• Work to complete
Nothing but the lines from the start of the entries through the line holding "Turn the roads" is to be repeated, exactly and with pictures excluded.

Dataset entries
━━━━━━━━━━

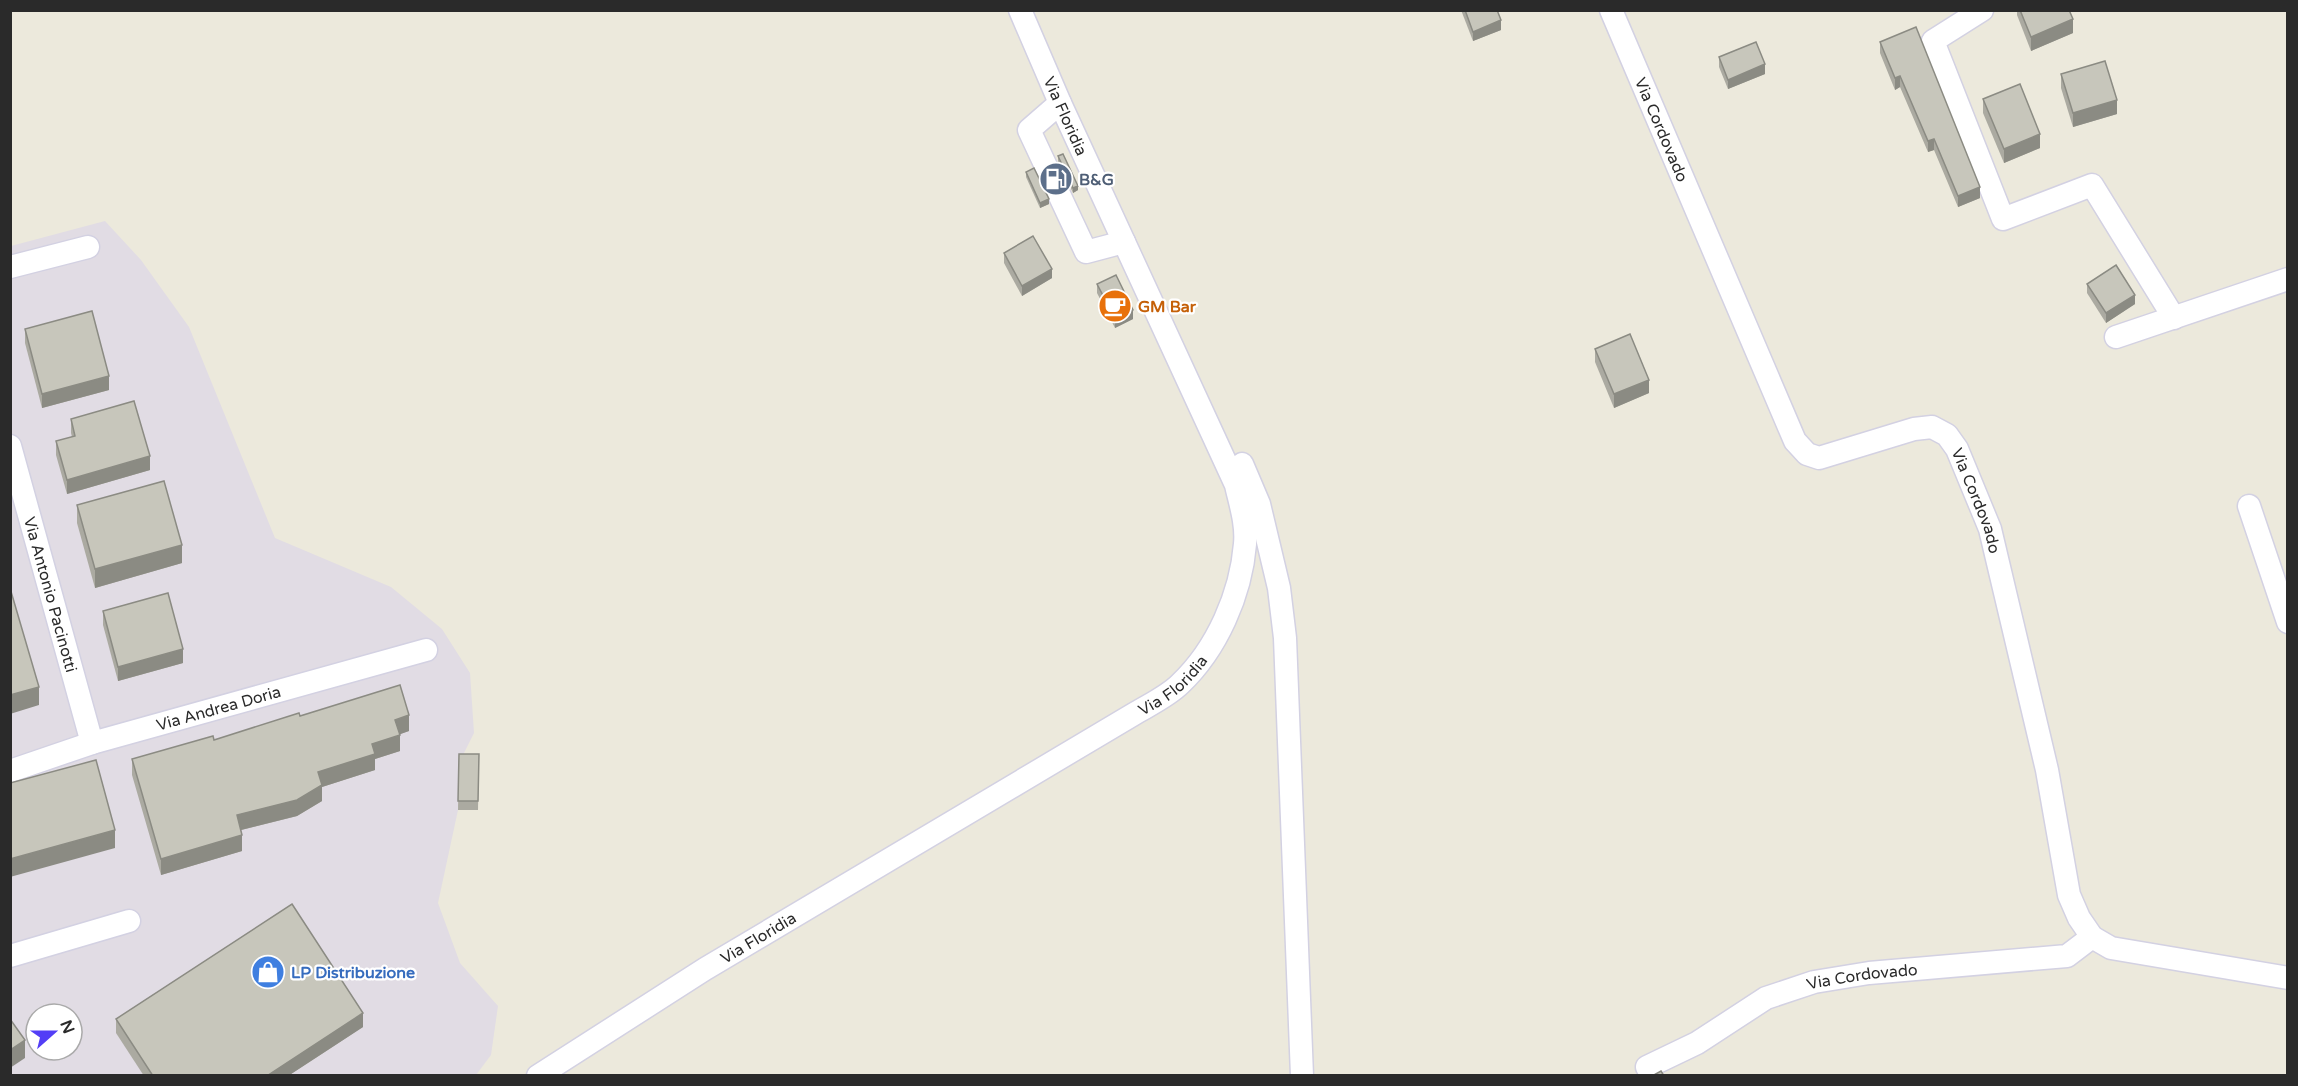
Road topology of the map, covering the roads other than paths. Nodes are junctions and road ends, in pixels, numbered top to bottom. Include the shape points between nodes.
1 (1020, 10) edge
2 (1611, 10) edge
3 (1982, 10) edge
4 (1060, 103) junction
5 (1124, 242) junction
6 (88, 247) dead end
7 (10, 267) edge
8 (2288, 279) edge
9 (2174, 318) junction
10 (2116, 337) dead end
11 (10, 446) edge
12 (1220, 447) junction
13 (2249, 506) dead end
14 (2288, 622) edge
15 (426, 650) dead end
16 (92, 743) junction
17 (10, 771) edge
18 (129, 921) dead end
19 (2092, 937) junction
20 (10, 956) edge
21 (2288, 978) edge
22 (1647, 1067) dead end
23 (538, 1076) edge
24 (1302, 1076) edge

1 - 4 street, Via Floridia
2 - 19 street, Via Cordovado via 1795,441 1807,454 1819,458 1932,427 1947,435 1957,449 1990,529 2047,770 2069,895
3 - 9 street via 1933,41 2003,219 2092,185
4 - 5 street, Via Floridia
4 - 5 street via 1029,130 1033,141 1086,252
5 - 12 street, Via Floridia
6 - 7 street
8 - 9 street
9 - 10 street
11 - 16 street, Via Antonio Pacinotti
12 - 23 street, Via Floridia via 1236,485 1246,542 1226,618 1208,651 1179,685 705,969
12 - 24 street via 1236,451 1259,504 1279,588 1285,639
13 - 14 street
15 - 16 street, Via Andrea Doria
16 - 17 street, Via Andrea Doria
18 - 20 street
19 - 21 street via 2111,948
19 - 22 street, Via Cordovado via 2067,956 1869,973 1814,982 1766,998 1697,1043

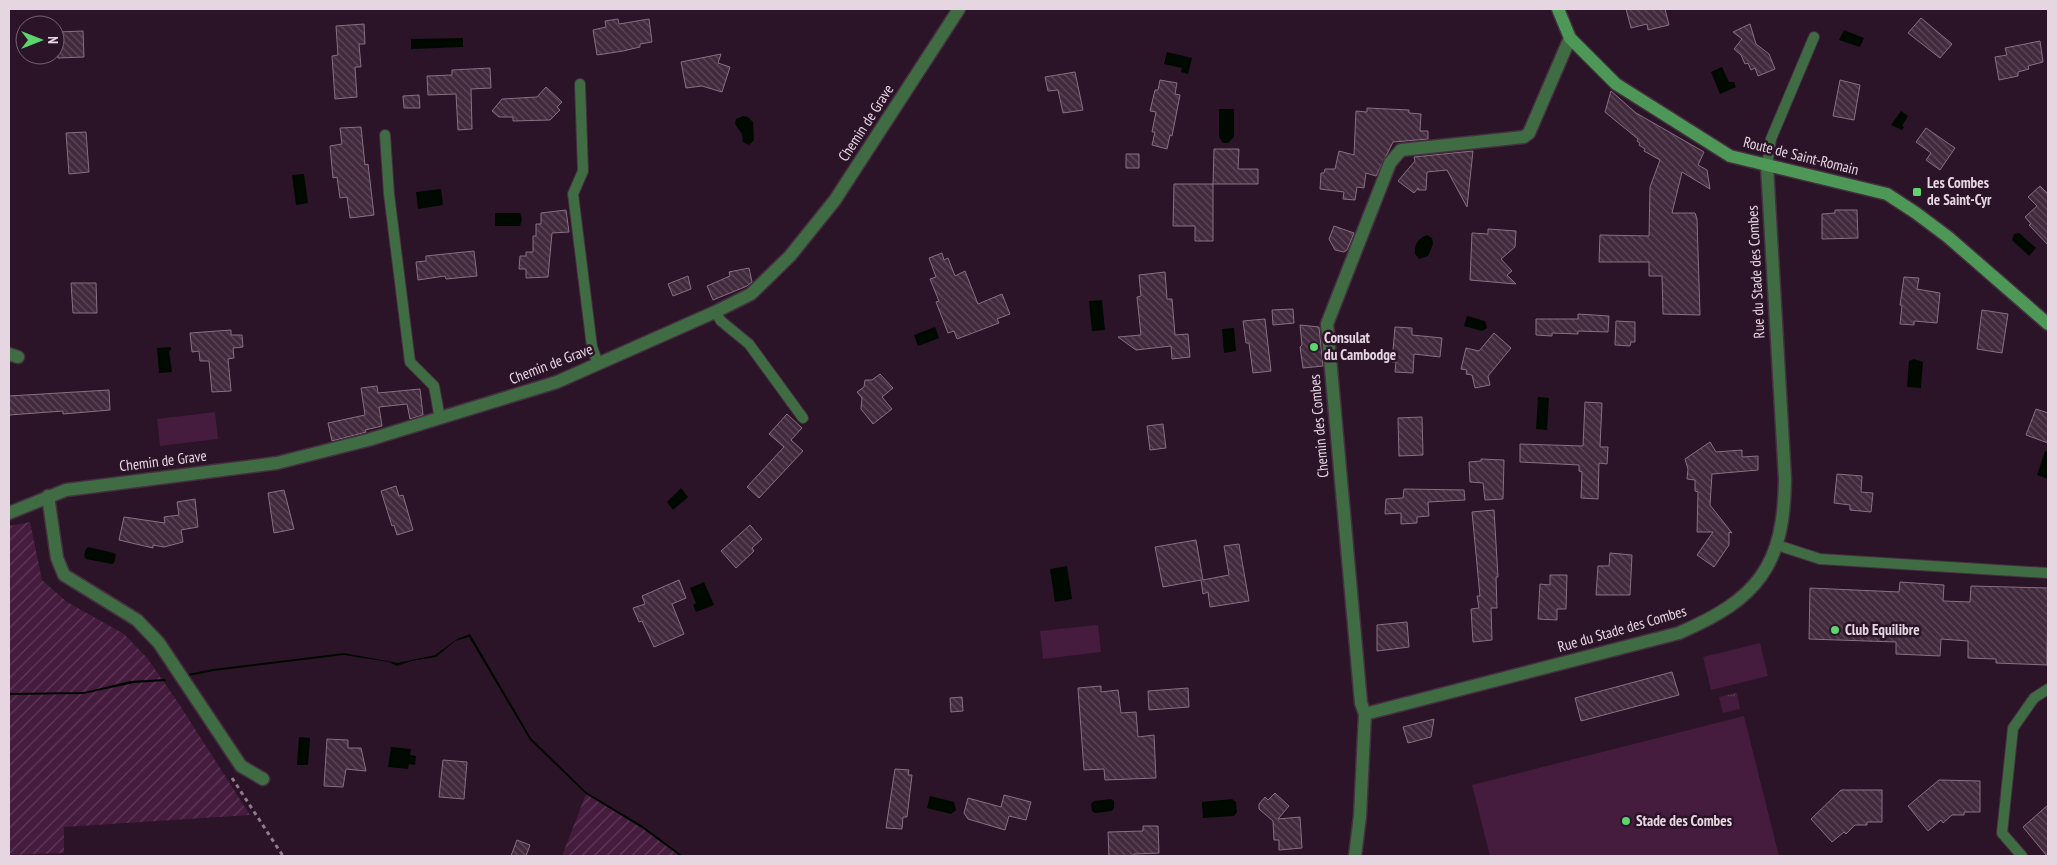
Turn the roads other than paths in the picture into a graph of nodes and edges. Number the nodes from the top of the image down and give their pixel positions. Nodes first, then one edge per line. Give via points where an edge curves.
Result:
1 (959, 9) edge
2 (1558, 9) edge
3 (1814, 37) dead end
4 (1570, 38) junction
5 (580, 84) dead end
6 (385, 135) dead end
7 (1767, 166) junction
8 (715, 312) junction
9 (2048, 324) edge
10 (598, 364) junction
11 (802, 418) dead end
12 (440, 419) junction
13 (48, 496) junction
14 (9, 513) edge
15 (1777, 546) junction
16 (2048, 573) edge
17 (2048, 689) edge
18 (1365, 714) junction
19 (263, 779) dead end
20 (1356, 856) edge
21 (2022, 856) edge

1 - 8 street, Chemin de Grave via 835,200 790,256 751,294
2 - 4 main road, Route de Saint-Romain
3 - 7 lane via 1772,139
4 - 7 main road, Route de Saint-Romain via 1616,84 1730,156
4 - 18 street, Chemin des Combes via 1529,134 1401,150 1390,163 1327,324 1360,693
5 - 10 lane via 583,171 573,194 592,347
6 - 12 lane via 410,362 434,386
7 - 9 main road, Route de Saint-Romain via 1887,194 1948,237
7 - 15 street, Rue du Stade des Combes via 1785,479 1784,512
8 - 10 street, Chemin de Grave
8 - 11 lane via 749,344
10 - 12 street, Chemin de Grave via 557,382
12 - 13 street, Chemin de Grave via 277,463 66,490
13 - 14 street, Chemin de Grave
13 - 19 street via 57,558 64,575 137,620 159,643 241,766
15 - 16 lane via 1820,559
15 - 18 street, Rue du Stade des Combes via 1763,575 1743,598 1705,622 1679,633
17 - 21 lane via 2034,698 2013,728 2002,833
18 - 20 street, Chemin des Combes

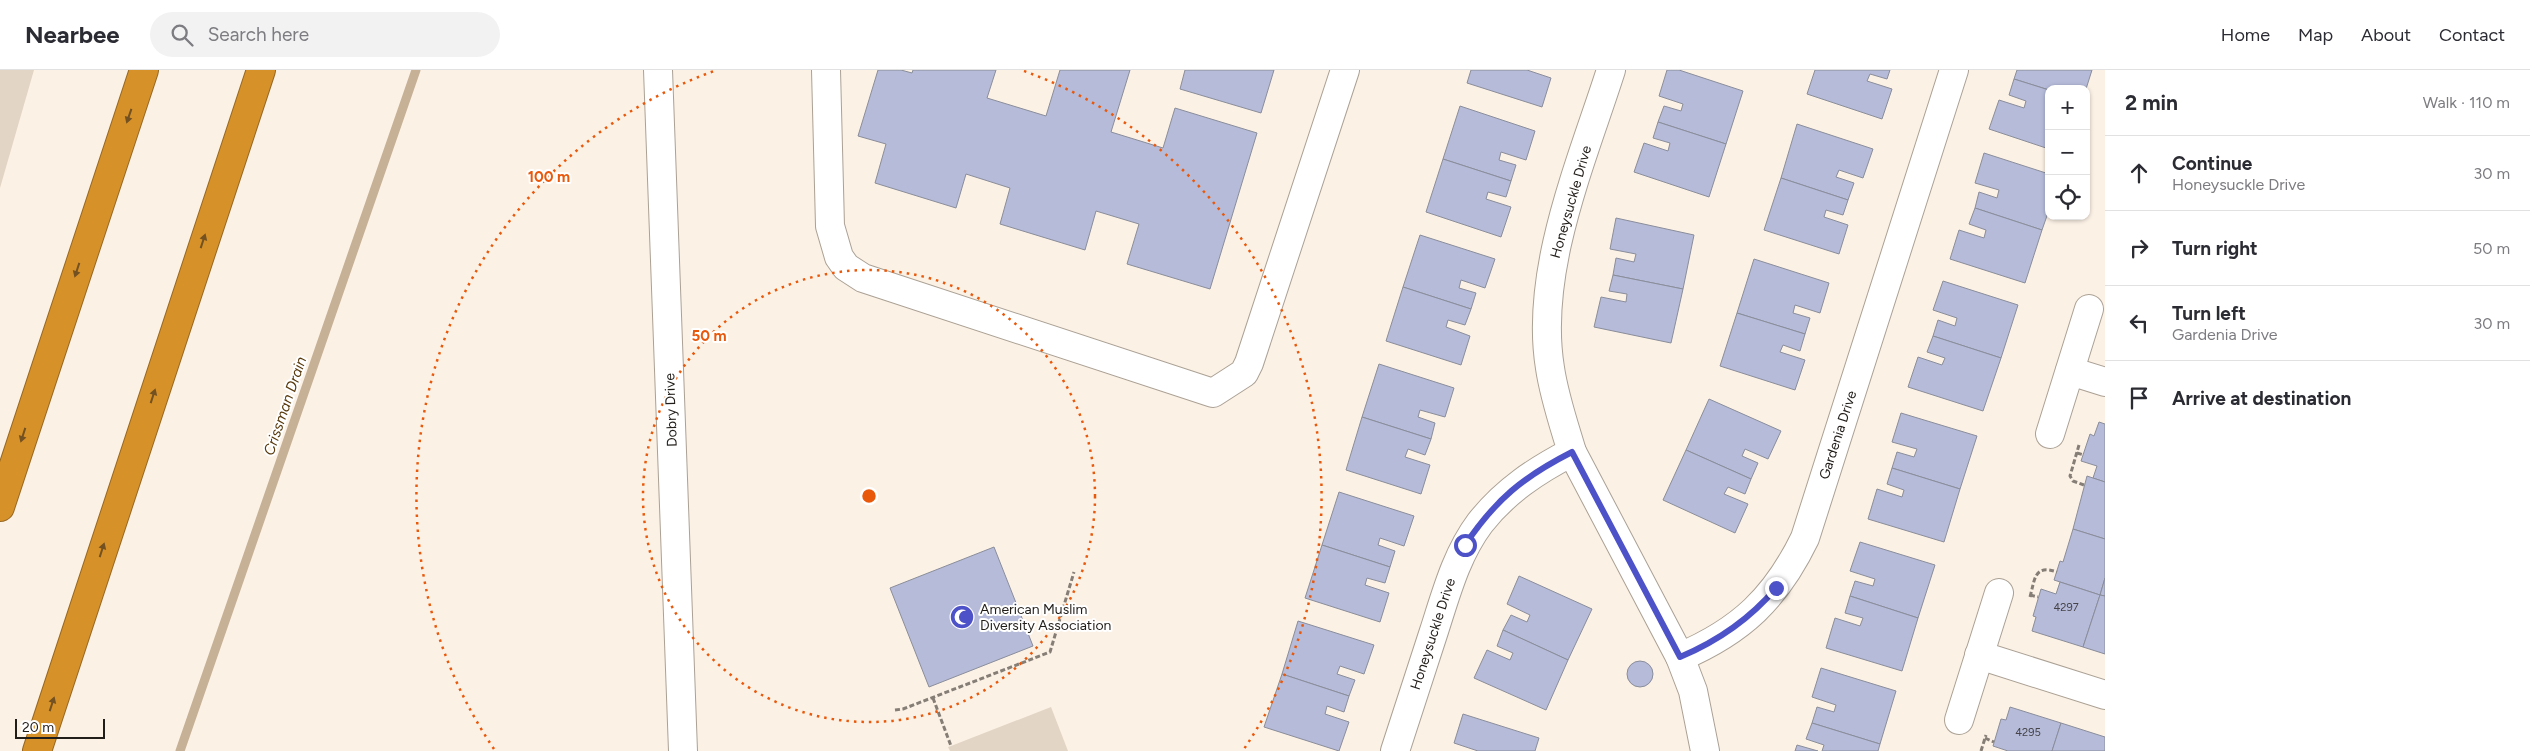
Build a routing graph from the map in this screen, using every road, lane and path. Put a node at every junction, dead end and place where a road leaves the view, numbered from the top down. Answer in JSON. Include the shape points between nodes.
{"nodes":[{"id":1,"x":144,"y":70,"type":"edge"},
{"id":2,"x":261,"y":70,"type":"edge"},
{"id":3,"x":658,"y":70,"type":"edge"},
{"id":4,"x":826,"y":70,"type":"edge"},
{"id":5,"x":1346,"y":70,"type":"edge"},
{"id":6,"x":1611,"y":70,"type":"edge"},
{"id":7,"x":1954,"y":70,"type":"edge"},
{"id":8,"x":2089,"y":309,"type":"dead end"},
{"id":9,"x":2070,"y":371,"type":"junction"},
{"id":10,"x":2105,"y":382,"type":"edge"},
{"id":11,"x":2050,"y":434,"type":"dead end"},
{"id":12,"x":2081,"y":438,"type":"dead end"},
{"id":13,"x":1572,"y":452,"type":"junction"},
{"id":14,"x":2077,"y":453,"type":"junction"},
{"id":15,"x":2084,"y":455,"type":"dead end"},
{"id":16,"x":2084,"y":485,"type":"dead end"},
{"id":17,"x":0,"y":507,"type":"edge"},
{"id":18,"x":1074,"y":572,"type":"dead end"},
{"id":19,"x":2057,"y":572,"type":"dead end"},
{"id":20,"x":1999,"y":593,"type":"dead end"},
{"id":21,"x":2030,"y":595,"type":"junction"},
{"id":22,"x":2038,"y":598,"type":"dead end"},
{"id":23,"x":2028,"y":602,"type":"dead end"},
{"id":24,"x":1979,"y":655,"type":"junction"},
{"id":25,"x":1680,"y":657,"type":"junction"},
{"id":26,"x":2105,"y":695,"type":"edge"},
{"id":27,"x":933,"y":698,"type":"junction"},
{"id":28,"x":895,"y":710,"type":"dead end"},
{"id":29,"x":1959,"y":720,"type":"dead end"},
{"id":30,"x":1985,"y":738,"type":"dead end"},
{"id":31,"x":1994,"y":742,"type":"dead end"},
{"id":32,"x":951,"y":746,"type":"dead end"},
{"id":33,"x":37,"y":751,"type":"edge"},
{"id":34,"x":683,"y":751,"type":"edge"},
{"id":35,"x":1395,"y":751,"type":"edge"},
{"id":36,"x":1705,"y":751,"type":"edge"}],
"edges":[{"from":1,"to":17,"type":"highway","one_way":true},
{"from":33,"to":2,"type":"highway","one_way":true},
{"from":3,"to":34,"type":"street","name":"Dobry Drive"},
{"from":4,"to":5,"type":"street","via":[[830,226],[839,257],[846,267],[863,278],[1213,393],[1244,373],[1249,363]]},
{"from":6,"to":13,"type":"street","name":"Honeysuckle Drive","via":[[1562,225],[1548,307],[1550,367]]},
{"from":7,"to":25,"type":"street","name":"Gardenia Drive","via":[[1805,538],[1792,564],[1759,608],[1710,644]]},
{"from":8,"to":9,"type":"street"},
{"from":9,"to":10,"type":"street"},
{"from":9,"to":11,"type":"street"},
{"from":12,"to":14,"type":"path"},
{"from":13,"to":25,"type":"street"},
{"from":13,"to":35,"type":"street","name":"Honeysuckle Drive","via":[[1528,476],[1501,499],[1465,545],[1446,592]]},
{"from":14,"to":15,"type":"path"},
{"from":14,"to":16,"type":"path","via":[[2070,480]]},
{"from":18,"to":27,"type":"path","via":[[1050,652]]},
{"from":19,"to":21,"type":"path","via":[[2040,570]]},
{"from":20,"to":24,"type":"street"},
{"from":21,"to":22,"type":"path"},
{"from":21,"to":23,"type":"path"},
{"from":24,"to":26,"type":"street"},
{"from":24,"to":29,"type":"street"},
{"from":25,"to":36,"type":"street","via":[[1692,691]]},
{"from":27,"to":28,"type":"path"},
{"from":27,"to":32,"type":"path"},
{"from":30,"to":31,"type":"path"}]}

━━━━━━━━━━

• Expected output
Road topology of the map, covering the roads other than paths. Nodes are junctions and road ends, in pixels, numbered top to bottom. Include the shape points between nodes.
1 (1020, 10) edge
2 (1611, 10) edge
3 (1982, 10) edge
4 (1060, 103) junction
5 (1124, 242) junction
6 (88, 247) dead end
7 (10, 267) edge
8 (2288, 279) edge
9 (2174, 318) junction
10 (2116, 337) dead end
11 (10, 446) edge
12 (1220, 447) junction
13 (2249, 506) dead end
14 (2288, 622) edge
15 (426, 650) dead end
16 (92, 743) junction
17 (10, 771) edge
18 (129, 921) dead end
19 (2092, 937) junction
20 (10, 956) edge
21 (2288, 978) edge
22 (1647, 1067) dead end
23 (538, 1076) edge
24 (1302, 1076) edge

1 - 4 street, Via Floridia
2 - 19 street, Via Cordovado via 1795,441 1807,454 1819,458 1932,427 1947,435 1957,449 1990,529 2047,770 2069,895
3 - 9 street via 1933,41 2003,219 2092,185
4 - 5 street, Via Floridia
4 - 5 street via 1029,130 1033,141 1086,252
5 - 12 street, Via Floridia
6 - 7 street
8 - 9 street
9 - 10 street
11 - 16 street, Via Antonio Pacinotti
12 - 23 street, Via Floridia via 1236,485 1246,542 1226,618 1208,651 1179,685 705,969
12 - 24 street via 1236,451 1259,504 1279,588 1285,639
13 - 14 street
15 - 16 street, Via Andrea Doria
16 - 17 street, Via Andrea Doria
18 - 20 street
19 - 21 street via 2111,948
19 - 22 street, Via Cordovado via 2067,956 1869,973 1814,982 1766,998 1697,1043

Turn the roads other than paths in the picture into a graph of nodes and edges. Number the nodes from the top of the image down and give their pixel positions. Nodes first, then one edge per line. Give via points where an edge curves.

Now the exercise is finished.